[Saved data entries]
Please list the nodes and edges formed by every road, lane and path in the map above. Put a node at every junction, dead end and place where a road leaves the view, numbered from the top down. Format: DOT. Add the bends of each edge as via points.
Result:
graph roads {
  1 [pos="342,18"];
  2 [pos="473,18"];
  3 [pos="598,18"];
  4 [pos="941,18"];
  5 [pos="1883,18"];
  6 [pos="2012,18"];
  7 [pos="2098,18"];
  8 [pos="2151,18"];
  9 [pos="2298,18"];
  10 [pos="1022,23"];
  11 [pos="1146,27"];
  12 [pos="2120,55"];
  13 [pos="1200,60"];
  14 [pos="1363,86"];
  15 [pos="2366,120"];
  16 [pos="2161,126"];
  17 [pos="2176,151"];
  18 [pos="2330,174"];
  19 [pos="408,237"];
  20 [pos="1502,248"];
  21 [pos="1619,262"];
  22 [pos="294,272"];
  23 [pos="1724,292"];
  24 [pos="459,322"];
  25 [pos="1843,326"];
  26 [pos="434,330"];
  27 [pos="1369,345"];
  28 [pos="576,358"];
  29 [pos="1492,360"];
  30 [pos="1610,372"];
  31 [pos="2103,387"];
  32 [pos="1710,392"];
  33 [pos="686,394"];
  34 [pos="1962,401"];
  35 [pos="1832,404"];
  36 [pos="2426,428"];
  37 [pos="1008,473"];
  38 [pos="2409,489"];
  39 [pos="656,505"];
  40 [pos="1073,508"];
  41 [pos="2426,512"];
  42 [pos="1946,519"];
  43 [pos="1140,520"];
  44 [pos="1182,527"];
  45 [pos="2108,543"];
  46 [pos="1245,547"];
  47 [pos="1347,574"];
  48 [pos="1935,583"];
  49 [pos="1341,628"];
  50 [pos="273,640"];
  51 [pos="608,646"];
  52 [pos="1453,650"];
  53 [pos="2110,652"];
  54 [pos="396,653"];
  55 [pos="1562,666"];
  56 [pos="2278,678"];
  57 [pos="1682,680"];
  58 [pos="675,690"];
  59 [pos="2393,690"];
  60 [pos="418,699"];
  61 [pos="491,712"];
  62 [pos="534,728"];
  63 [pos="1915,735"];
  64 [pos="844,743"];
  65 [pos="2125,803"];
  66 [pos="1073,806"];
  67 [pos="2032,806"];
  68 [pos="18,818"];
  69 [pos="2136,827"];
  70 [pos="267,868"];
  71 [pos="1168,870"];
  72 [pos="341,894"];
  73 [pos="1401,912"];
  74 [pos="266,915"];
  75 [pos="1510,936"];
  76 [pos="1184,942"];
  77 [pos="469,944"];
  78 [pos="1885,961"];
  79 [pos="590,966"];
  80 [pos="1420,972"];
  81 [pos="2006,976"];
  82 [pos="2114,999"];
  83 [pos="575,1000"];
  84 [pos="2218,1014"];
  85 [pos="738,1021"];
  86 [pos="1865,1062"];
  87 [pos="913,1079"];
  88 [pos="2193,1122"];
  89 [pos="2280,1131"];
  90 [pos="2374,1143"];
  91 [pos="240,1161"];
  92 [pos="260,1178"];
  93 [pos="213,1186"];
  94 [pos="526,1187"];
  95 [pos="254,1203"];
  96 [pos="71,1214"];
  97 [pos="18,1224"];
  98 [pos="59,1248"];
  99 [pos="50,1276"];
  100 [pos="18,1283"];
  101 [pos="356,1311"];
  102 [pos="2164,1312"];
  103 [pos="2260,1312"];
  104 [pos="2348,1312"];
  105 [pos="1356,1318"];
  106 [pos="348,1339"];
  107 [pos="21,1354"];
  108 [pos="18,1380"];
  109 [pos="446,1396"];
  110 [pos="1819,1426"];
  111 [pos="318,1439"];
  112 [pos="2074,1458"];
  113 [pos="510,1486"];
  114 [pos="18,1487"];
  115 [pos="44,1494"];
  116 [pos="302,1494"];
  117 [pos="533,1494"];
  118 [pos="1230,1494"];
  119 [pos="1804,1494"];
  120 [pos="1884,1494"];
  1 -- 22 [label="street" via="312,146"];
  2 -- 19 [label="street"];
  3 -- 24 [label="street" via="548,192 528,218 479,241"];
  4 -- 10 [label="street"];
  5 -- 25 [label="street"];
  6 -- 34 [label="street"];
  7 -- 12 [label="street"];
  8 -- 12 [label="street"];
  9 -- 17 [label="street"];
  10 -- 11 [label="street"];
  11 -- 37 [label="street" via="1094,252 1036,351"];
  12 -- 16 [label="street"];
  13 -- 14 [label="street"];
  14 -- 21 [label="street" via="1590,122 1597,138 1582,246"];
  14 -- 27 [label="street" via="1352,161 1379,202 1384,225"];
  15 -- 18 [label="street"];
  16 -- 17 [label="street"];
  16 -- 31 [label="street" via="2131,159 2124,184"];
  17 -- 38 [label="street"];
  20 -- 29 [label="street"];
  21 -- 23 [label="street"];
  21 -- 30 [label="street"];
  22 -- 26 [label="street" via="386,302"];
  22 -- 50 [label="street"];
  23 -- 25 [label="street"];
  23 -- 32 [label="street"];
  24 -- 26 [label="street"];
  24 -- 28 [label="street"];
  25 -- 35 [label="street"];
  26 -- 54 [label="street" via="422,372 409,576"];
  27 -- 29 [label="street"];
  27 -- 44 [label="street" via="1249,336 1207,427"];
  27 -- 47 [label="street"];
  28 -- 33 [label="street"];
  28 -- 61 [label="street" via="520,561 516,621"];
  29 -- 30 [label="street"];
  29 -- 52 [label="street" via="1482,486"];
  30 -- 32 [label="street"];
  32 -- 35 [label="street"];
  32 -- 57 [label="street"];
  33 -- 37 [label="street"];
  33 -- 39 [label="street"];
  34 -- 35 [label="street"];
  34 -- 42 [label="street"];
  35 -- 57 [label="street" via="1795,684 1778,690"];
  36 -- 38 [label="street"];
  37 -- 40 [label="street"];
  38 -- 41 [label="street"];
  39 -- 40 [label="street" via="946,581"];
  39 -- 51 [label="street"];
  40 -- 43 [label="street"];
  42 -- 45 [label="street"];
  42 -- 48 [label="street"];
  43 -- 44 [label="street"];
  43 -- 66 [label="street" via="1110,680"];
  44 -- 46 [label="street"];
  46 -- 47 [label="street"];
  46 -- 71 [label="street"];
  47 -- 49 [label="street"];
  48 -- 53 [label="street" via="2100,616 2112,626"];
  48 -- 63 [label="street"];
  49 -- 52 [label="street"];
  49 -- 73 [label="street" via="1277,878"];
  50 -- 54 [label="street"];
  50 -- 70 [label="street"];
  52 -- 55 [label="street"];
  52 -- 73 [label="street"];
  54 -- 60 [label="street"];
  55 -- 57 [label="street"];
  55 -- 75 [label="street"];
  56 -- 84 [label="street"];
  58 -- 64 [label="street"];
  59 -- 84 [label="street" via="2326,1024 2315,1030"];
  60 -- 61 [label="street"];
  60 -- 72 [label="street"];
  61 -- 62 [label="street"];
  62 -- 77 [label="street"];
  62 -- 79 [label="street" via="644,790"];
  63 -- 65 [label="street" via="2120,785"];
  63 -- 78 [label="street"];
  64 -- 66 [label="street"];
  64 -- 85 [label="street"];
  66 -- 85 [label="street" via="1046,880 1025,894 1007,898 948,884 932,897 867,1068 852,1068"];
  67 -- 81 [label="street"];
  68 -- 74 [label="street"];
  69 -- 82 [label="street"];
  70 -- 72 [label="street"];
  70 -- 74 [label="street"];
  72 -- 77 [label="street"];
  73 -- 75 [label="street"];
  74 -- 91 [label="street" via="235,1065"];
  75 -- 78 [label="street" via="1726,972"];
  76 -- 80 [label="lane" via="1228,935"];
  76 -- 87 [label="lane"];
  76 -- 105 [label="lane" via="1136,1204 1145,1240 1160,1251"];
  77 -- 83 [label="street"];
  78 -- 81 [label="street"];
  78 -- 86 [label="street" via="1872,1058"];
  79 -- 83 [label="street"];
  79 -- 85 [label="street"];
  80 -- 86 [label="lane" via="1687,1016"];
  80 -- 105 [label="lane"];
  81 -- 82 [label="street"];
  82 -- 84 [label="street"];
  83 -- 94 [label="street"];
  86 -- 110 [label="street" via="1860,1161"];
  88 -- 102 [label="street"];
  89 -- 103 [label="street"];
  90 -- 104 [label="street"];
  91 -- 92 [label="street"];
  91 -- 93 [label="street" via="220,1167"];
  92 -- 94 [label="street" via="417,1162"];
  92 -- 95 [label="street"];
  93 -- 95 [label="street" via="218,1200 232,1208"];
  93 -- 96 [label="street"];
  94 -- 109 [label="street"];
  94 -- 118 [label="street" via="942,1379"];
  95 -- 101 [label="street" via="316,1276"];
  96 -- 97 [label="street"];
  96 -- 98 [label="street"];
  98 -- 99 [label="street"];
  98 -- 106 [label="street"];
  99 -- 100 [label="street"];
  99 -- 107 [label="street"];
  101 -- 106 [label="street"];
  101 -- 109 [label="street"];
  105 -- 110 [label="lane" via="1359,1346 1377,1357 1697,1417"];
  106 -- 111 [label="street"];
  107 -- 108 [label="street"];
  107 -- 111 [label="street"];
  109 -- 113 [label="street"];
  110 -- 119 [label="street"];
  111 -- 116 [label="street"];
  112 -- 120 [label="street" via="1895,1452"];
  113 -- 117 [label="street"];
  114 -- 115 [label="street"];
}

● Aim of the exercise:
The lines to copy are those above that contain "lane".

● Exercise response:
Please list the nodes and edges formed by every road, lane and path in the map above. Put a node at every junction, dead end and place where a road leaves the view, numbered from the top down. Format: DOT. Add the bends of each edge as via points.
  76 -- 80 [label="lane" via="1228,935"];
  76 -- 87 [label="lane"];
  76 -- 105 [label="lane" via="1136,1204 1145,1240 1160,1251"];
  80 -- 86 [label="lane" via="1687,1016"];
  80 -- 105 [label="lane"];
  105 -- 110 [label="lane" via="1359,1346 1377,1357 1697,1417"];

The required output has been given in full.